Когда оглядываюсь на всю свою жизнь, я начинаю понимать, что сильнее всего была во мне воля. Я могла добиться всего, чего хотела – и кругом себя, и в себе самой, – и жизнь моя была напряженным волевым действием, иногда только слишком беспорядочным, разбросанным. Но теперь воля моя слабеет. Она сильна только над самой собою; над собою я властвую вполне доныне. Но вне меня не вижу для себя устремления, не вижу объекта волевого действия, не чувствую напряжения воли. И я знаю, что во мне совершился глубокий, окончательный перелом. Раньше я жила по собственной воле – не в смысле мелкого эгоизма, а в том, что я сама создавала себе цели и ради них отдавала все. А теперь назрел момент отказа от собственной воли, чтобы завершить жизненный круг вкушением неизведанных еще мною радостей.
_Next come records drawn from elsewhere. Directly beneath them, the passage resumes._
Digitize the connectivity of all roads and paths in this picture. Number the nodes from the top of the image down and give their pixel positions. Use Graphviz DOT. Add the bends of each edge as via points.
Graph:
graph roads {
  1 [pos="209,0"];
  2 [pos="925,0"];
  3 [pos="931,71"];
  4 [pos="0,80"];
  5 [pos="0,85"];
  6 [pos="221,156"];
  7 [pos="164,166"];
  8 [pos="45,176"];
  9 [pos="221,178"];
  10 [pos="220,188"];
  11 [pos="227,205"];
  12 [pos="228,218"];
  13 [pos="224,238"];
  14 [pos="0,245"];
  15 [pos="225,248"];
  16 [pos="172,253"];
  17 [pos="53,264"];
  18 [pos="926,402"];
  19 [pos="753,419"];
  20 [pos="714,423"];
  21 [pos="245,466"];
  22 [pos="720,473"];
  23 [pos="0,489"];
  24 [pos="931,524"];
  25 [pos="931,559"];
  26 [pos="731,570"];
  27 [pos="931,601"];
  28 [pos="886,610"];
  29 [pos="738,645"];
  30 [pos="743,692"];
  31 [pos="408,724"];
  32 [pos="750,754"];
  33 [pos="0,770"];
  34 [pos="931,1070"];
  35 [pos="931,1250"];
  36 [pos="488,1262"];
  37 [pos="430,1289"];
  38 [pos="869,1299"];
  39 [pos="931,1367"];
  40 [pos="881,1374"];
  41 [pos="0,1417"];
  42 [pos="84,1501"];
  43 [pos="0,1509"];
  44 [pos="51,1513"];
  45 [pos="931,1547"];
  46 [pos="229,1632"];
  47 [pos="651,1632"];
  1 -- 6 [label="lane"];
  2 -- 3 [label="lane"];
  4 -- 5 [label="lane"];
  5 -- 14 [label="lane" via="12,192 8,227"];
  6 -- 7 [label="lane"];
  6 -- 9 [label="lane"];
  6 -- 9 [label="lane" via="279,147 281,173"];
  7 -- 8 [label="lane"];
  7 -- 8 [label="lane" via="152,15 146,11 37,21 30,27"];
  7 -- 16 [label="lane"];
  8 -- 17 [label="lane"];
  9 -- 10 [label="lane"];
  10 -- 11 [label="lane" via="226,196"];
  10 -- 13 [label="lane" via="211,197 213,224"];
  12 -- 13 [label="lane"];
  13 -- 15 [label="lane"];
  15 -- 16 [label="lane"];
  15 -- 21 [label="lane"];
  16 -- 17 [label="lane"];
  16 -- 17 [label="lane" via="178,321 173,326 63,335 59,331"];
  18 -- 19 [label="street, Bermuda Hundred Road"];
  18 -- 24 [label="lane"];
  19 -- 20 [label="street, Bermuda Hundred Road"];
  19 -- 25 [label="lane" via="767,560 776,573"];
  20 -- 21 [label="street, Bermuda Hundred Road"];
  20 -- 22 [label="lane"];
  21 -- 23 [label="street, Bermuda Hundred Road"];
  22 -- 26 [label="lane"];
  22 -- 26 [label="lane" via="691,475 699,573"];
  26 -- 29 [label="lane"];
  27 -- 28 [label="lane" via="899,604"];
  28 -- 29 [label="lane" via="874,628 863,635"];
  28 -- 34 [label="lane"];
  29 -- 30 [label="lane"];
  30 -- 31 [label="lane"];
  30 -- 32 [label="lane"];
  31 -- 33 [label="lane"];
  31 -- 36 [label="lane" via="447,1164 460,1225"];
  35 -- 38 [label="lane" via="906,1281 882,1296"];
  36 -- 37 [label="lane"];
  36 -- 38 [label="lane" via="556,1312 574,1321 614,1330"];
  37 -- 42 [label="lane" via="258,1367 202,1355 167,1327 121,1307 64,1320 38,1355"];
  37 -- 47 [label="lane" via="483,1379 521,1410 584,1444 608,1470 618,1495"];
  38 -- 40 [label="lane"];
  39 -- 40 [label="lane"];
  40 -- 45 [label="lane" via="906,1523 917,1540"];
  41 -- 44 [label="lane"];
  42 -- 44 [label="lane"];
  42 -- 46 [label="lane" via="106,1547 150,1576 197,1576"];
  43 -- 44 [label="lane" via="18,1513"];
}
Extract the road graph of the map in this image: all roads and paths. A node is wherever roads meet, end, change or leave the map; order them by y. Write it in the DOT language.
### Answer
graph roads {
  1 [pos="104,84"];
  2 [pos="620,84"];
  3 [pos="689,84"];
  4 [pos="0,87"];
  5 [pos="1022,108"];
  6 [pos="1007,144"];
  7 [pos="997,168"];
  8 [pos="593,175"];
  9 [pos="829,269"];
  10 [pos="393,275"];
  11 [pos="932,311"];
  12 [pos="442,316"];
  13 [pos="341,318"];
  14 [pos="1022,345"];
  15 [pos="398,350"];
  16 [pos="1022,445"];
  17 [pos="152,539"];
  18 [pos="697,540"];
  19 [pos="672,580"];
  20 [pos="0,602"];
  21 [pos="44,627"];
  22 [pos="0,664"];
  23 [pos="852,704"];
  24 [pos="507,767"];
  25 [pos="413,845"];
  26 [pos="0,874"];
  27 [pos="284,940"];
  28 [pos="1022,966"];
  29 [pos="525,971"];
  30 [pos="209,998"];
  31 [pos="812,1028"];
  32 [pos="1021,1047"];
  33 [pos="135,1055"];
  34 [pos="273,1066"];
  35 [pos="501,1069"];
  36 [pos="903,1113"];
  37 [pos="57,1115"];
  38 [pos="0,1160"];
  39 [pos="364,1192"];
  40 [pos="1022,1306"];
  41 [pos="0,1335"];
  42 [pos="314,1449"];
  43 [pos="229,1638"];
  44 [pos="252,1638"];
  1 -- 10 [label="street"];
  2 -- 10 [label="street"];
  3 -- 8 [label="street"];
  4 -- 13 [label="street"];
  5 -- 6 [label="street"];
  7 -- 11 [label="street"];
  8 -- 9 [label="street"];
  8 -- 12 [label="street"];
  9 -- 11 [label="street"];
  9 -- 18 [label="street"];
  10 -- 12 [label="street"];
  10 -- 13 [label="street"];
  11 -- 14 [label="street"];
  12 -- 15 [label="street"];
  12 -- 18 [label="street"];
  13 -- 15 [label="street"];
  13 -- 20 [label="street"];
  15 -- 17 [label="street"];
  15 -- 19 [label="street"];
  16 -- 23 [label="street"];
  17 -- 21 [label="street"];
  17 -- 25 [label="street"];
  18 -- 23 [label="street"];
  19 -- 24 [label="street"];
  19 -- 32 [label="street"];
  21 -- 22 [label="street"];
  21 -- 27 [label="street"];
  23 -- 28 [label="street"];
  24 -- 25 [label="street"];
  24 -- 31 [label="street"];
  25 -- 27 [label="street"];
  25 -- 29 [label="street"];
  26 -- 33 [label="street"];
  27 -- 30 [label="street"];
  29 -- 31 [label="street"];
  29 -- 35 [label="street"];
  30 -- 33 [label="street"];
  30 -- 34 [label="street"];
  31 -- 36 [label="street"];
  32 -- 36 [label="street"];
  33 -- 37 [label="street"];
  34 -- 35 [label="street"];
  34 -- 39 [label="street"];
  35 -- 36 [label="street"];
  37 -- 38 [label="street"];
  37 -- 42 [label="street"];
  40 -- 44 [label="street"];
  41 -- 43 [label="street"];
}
„Ин тя пояшет и ведет, аможе не хощеши“56. В этом ведь тоже великая, таинственная радость. Здесь – путь конечного, высшего счастья, заповеданного миру великими знатоками человеческой души, Пахомием и Бенедиктом, Домиником и Игнатием…»57 (с. 72–74).
В этой записи содержится еще лишь намек на призвание к монашеству, которое завершит долгую интеллектуальную и духовную эволюцию Юлии, которая опишет ее начиная с 1 января 1921 г. – с сопутствующим мистическим опытом.
52
На иждивении Ю. Данзас были мать, брат матери и две тети – все полуинвалиды. Мать умрет 8 февраля 1920 г., после дяди и тети Юлии. Она похоронена на кладбище Воскресенского Новодевичьего монастыря, вблизи мужа (См.: Шкаровский М. В. Ю. Н. Данзас: долгий путь из «Северного Рима» в итальянский Рим // Милано Андреа, Талалай М. Г. (сост.), Россия – Италия: академический диалог XVIII–XXI веков. СПб.: Алетейя, 2022. С. 329).
53
Лк. 24: 33.
54
Заключительная строка стихотворения «Рыцарь на час» Н. А. Некрасова (1863).
55
Никакими сведениями об этой любви мы не располагаем. Бурман пишет (со слов Ю. Данзас): «Юлия Николаевна полюбила несвободного человека. Но она не захотела строить личное счастье ценой разрушения чужой семьи и от него отказалась, хотя это и стоило ей немалой внутренней борьбы и тяжелых переживаний» (см.: Указ. соч. С. 403). По словам А. П. Козырева, возлюбленный Юлии погиб в Маньчжурии в 1904 г. (см.: Козырев А. П. «Женщина с профилем Наполеона» и судьбы русского гнозиса // Историко-философский ежегодник. М.: Наука, 2004. Т. 2003. С. 164).
56
Ин. 21: 18.
57
Св. Пахомий Великий – египетский монах (первая половина IV в.), основатель общежитийного монашества. Св. Бенедикт Нурсийский (ок. 480–547) – основатель бенедиктинского монашеского ордена. Св. Доминик (1170–1221) – основатель ордена проповедников (доминиканцев). Св. Игнатий де Лойола (1491–1556) – основатель ордена иезуитов.